Tribute to the military

Saturday, October 28, 2006

Venezuelan Government ID Scandal Becomes Public

The following article was authored by Kenneth Rijock, Financial Crimes Consultant. Reposted with his permission.

Venezuela's dirty little secret, well known to many North American compliance officers, has surfaced: you cannot trust its government-issued forms of identification.

The Social Christian Party, which opposes the Chavez government, has complained that Venezuela's voter registry contains millions of bogus identities, created in order to insure election victories for the current regime. Three million new voter registrations have occurred since 2003. This corrupt arrangement is but a part of a tainted system of government identification that renders Venezuelan-issued IDs unsuitable for compliance purposes.
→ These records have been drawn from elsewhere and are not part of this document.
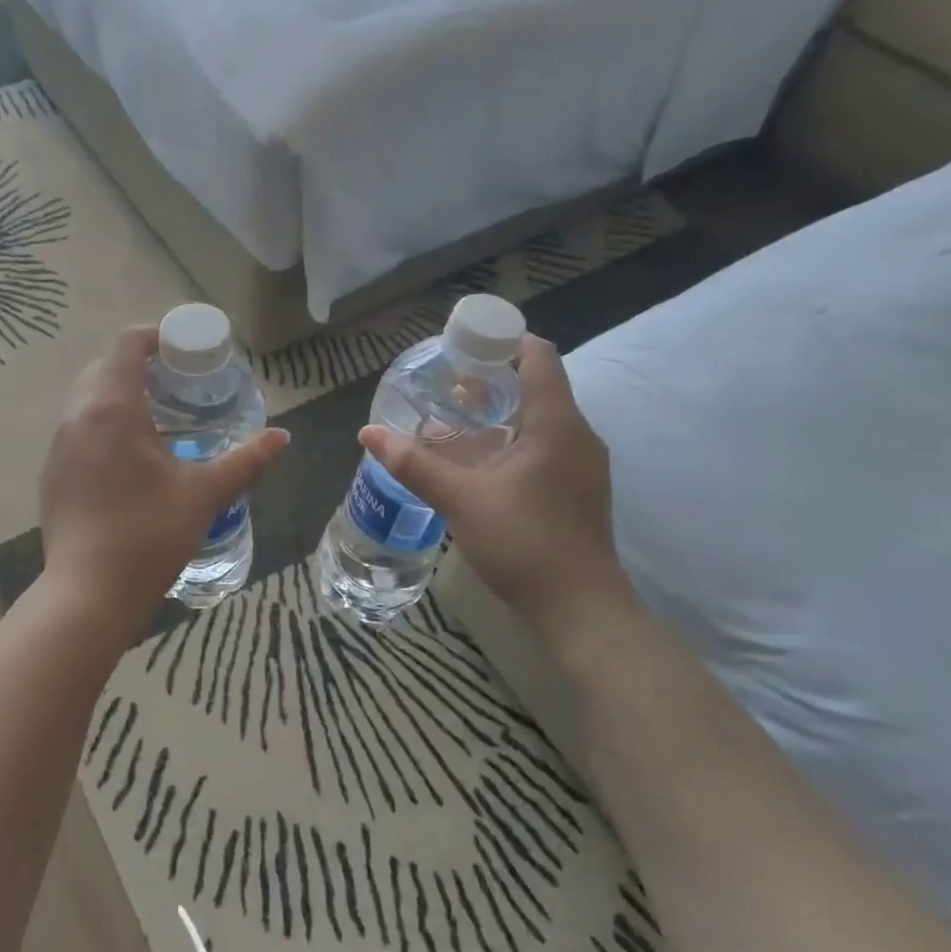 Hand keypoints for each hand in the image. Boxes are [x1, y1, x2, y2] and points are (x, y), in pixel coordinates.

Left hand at [39, 326, 288, 635]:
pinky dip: (104, 426)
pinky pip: (78, 431)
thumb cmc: (149, 534)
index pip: (125, 345)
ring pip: (87, 401)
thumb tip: (282, 437)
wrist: (89, 593)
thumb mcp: (204, 493)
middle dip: (139, 367)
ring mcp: (58, 447)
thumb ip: (246, 460)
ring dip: (119, 397)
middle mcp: (76, 417)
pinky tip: (131, 460)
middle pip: (103, 368)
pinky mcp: (52, 475)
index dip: (154, 337)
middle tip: (177, 385)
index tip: (183, 351)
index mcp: (110, 408)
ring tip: (159, 421)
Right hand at [359, 335, 634, 639]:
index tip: (462, 346)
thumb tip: (368, 432)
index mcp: (556, 424)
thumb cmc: (524, 542)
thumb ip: (414, 463)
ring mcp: (582, 466)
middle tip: (445, 386)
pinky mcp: (577, 491)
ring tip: (454, 421)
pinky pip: (544, 446)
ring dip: (499, 413)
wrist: (579, 610)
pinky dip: (511, 440)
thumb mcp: (459, 499)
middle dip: (491, 380)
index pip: (538, 356)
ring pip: (540, 419)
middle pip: (536, 386)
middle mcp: (577, 436)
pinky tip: (478, 463)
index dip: (503, 340)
Those of you who are long-time readers of my articles on Latin America know that i have cautioned compliance officers against accepting Venezuelan government identification documents for the past three years. Corrupt government policies have resulted in the issuance of multiple identities to its political supporters, also distributing identity documents to arriving members of radical Islamic terrorists who do not even speak Spanish, and rendering the national ID system meaningless.
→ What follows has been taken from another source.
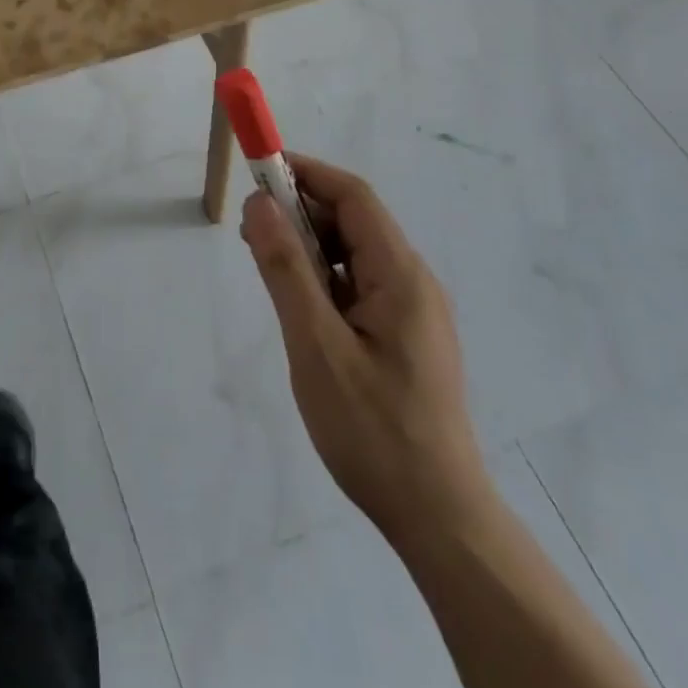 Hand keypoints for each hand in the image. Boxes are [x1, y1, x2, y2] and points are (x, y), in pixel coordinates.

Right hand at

A few of the inconsistencies found by the Social Christian Party :
  • 2,272,706 voters listed as living in the same two-story townhouse in Caracas. A woman answer-sing the door at that address stated that seven people lived there.
  • 39,000 voters with birthdays that would put them over the age of 100; this is a statistical impossibility, in a country whose population is only 26m. If true, it would mean that ten times as many Venezuelans as American citizens are living past the age of 100.
  • 1921 voters, all with the same last name, Gonzalez, all allegedly born on the same day, 15 March, 1974, with most of them purportedly residing in Zulia State, which borders Colombia. Most of these voters are registered to vote in the same place.
  • A woman, drawing a monthly government payment, who is over the age of 150 years. The oldest living person in the world today is believed to be a 116 year-old woman in Ecuador, and the oldest documented age is 122.
  • 1.7m Venezuelans were originally registered without an address, which is a major violation of the law.
Remember, these illegal voters all must have Cedulas, national identity cards containing a unique number, to register, which means that without active governmental collusion, these voter registrations could not occur. It also tells compliance officers that many Cedulas, the generally accepted means of identification for opening bank accounts, are bogus. Caveat compliance.
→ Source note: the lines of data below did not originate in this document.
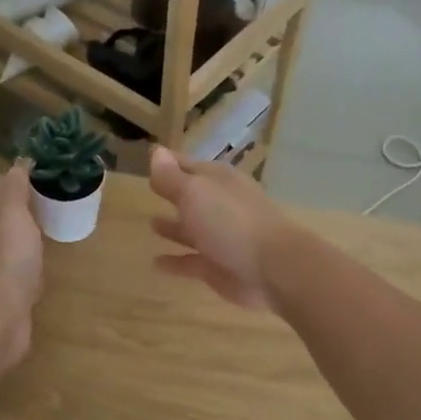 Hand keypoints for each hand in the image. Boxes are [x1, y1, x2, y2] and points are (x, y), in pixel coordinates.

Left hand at [0, 162, 44, 369]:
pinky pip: (20, 272)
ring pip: (12, 245)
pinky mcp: (7, 296)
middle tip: (55, 200)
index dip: (20, 181)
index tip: (47, 173)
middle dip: (24, 209)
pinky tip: (43, 267)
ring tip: (52, 230)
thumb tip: (18, 164)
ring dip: (27, 237)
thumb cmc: (7, 257)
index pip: (0, 191)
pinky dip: (30, 266)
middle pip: (4, 218)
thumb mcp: (11, 210)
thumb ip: (14, 187)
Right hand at [148, 146, 288, 311]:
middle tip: (149, 189)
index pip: (188, 165)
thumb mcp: (195, 193)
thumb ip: (172, 178)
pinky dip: (175, 262)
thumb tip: (156, 152)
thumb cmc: (231, 222)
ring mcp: (221, 238)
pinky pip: (191, 263)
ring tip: (150, 224)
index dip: (168, 162)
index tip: (150, 157)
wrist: (272, 267)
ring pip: (192, 230)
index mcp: (218, 182)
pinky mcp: (218, 267)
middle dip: (173, 193)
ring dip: (174, 227)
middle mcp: (220, 206)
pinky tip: (156, 263)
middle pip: (192, 197)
Since known members of Hezbollah, Hamas, the FARC, the ELN, ETA, and other designated terrorist organizations who are operating opening in Venezuela are also holding Cedulas, potential terrorist financing exposure is also present when North American and European banks open accounts for Venezuelan nationals.

Compliance officers are strongly urged to independently verify identity for new clients who hold Venezuelan government-issued identification, lest they approve customers whose true identities make them unacceptable risks. It is suggested that verified bank references from major international institutions, located outside Venezuela, may provide the needed verification.